BY LARRY
CRANE
Gurf Morlix likes to produce, engineer, perform, write and even just plain talk about music. It might sound hackneyed to say, but music is his life's blood, the passion that drives his spirit. Born in 1951 in Buffalo, NY, Morlix decided to become a musician exactly one day after watching The Beatles on The Ed Sullivan Show. When he got the chance, he moved to Austin, Texas, in 1975 to pursue his dream, and then made the jump to Los Angeles in 1981. After 10 years in L.A., he brought his well-honed skills and his sterling reputation back to Austin when he realized he could operate from the "Live Music Capital of the World" and still maintain a national presence. Along the way he's shared stage and studio with a wide variety of talented luminaries including Warren Zevon, Ray Wylie Hubbard, Jerry Lee Lewis, Peter Case, Mojo Nixon, Michael Penn, Jimmy LaFave and many other artists.
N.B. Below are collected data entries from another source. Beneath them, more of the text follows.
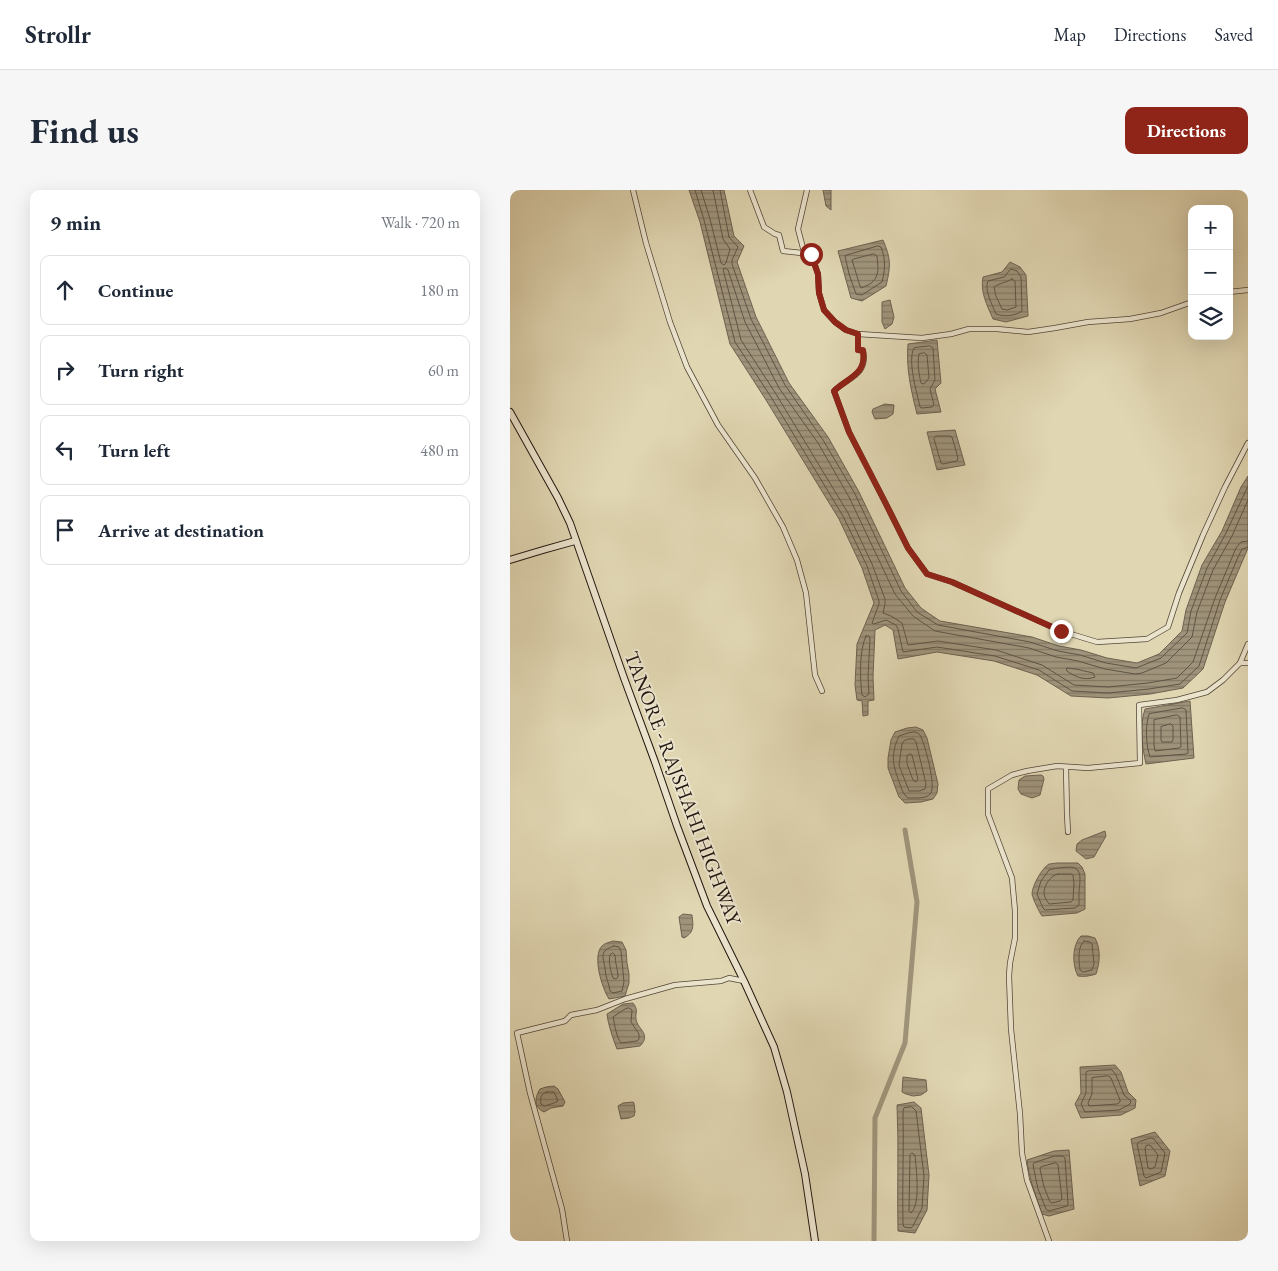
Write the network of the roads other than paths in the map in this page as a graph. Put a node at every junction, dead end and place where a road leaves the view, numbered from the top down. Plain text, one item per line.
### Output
1 (633, 190) edge
2 (750, 190) edge
3 (807, 190) edge
4 (811, 254) junction
5 (1248, 290) edge
6 (1233, 292) edge
7 (1188, 303) edge
8 (858, 334) junction
9 (510, 412) edge
10 (1248, 444) edge
11 (575, 542) junction
12 (510, 560) edge
13 (1248, 644) edge
14 (1240, 663) junction
15 (1248, 663) edge
16 (822, 691) dead end
17 (1066, 768) junction
18 (1068, 832) dead end
19 (744, 981) junction
20 (517, 1033) junction
21 (510, 1036) edge
22 (567, 1241) edge
23 (816, 1241) edge
24 (1049, 1241) edge

1 - 16 street
2 - 4 street
3 - 4 street
4 - 8 street
5 - 6 street
7 - 8 street
8 - 10 street
9 - 11 main road, TANORE - RAJSHAHI HIGHWAY
11 - 12 main road
11 - 19 main road, TANORE - RAJSHAHI HIGHWAY
13 - 14 street
14 - 15 street
14 - 17 street
17 - 18 street
17 - 24 street
19 - 20 street
19 - 23 main road, TANORE - RAJSHAHI HIGHWAY
20 - 21 street
20 - 22 street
Morlix was shot out of a cannon with his first record production credit in 1988, thanks to the release of singer-songwriter Lucinda Williams' self-titled third album, which included the hit single, "Changed the Locks" and "Passionate Kisses." The success of that seminal work created a demand for his recording skills that continues to this day. Besides making records for others, he's also engineered, produced and released five of his own solo albums: Toad of Titicaca, Fishin' In The Muddy, Cut 'n Shoot, Diamonds To Dust and his brand new record, Birth To Boneyard, the instrumental companion piece to Diamonds To Dust. Morlix prefers to keep things simple and work as inexpensively as possible. Even though he's produced records in lavish, modernly equipped studios for major labels, he's much more comfortable creating in his home studio where he's worked exclusively the past eight years. The Morlix sound is sensible and economical. He'll do whatever it takes to get a great track, but he's not going to rent a Telefunken Ela M 251 when a Neumann U87 will do just as well. He prefers to use the right tool for the right job — no gear for gear's sake posturing here — and his secret weapons in the studio tend to be the musicians themselves, rather than vintage compressors or jury-rigged mic chains. Call him the people's producer — he sounds like one of us.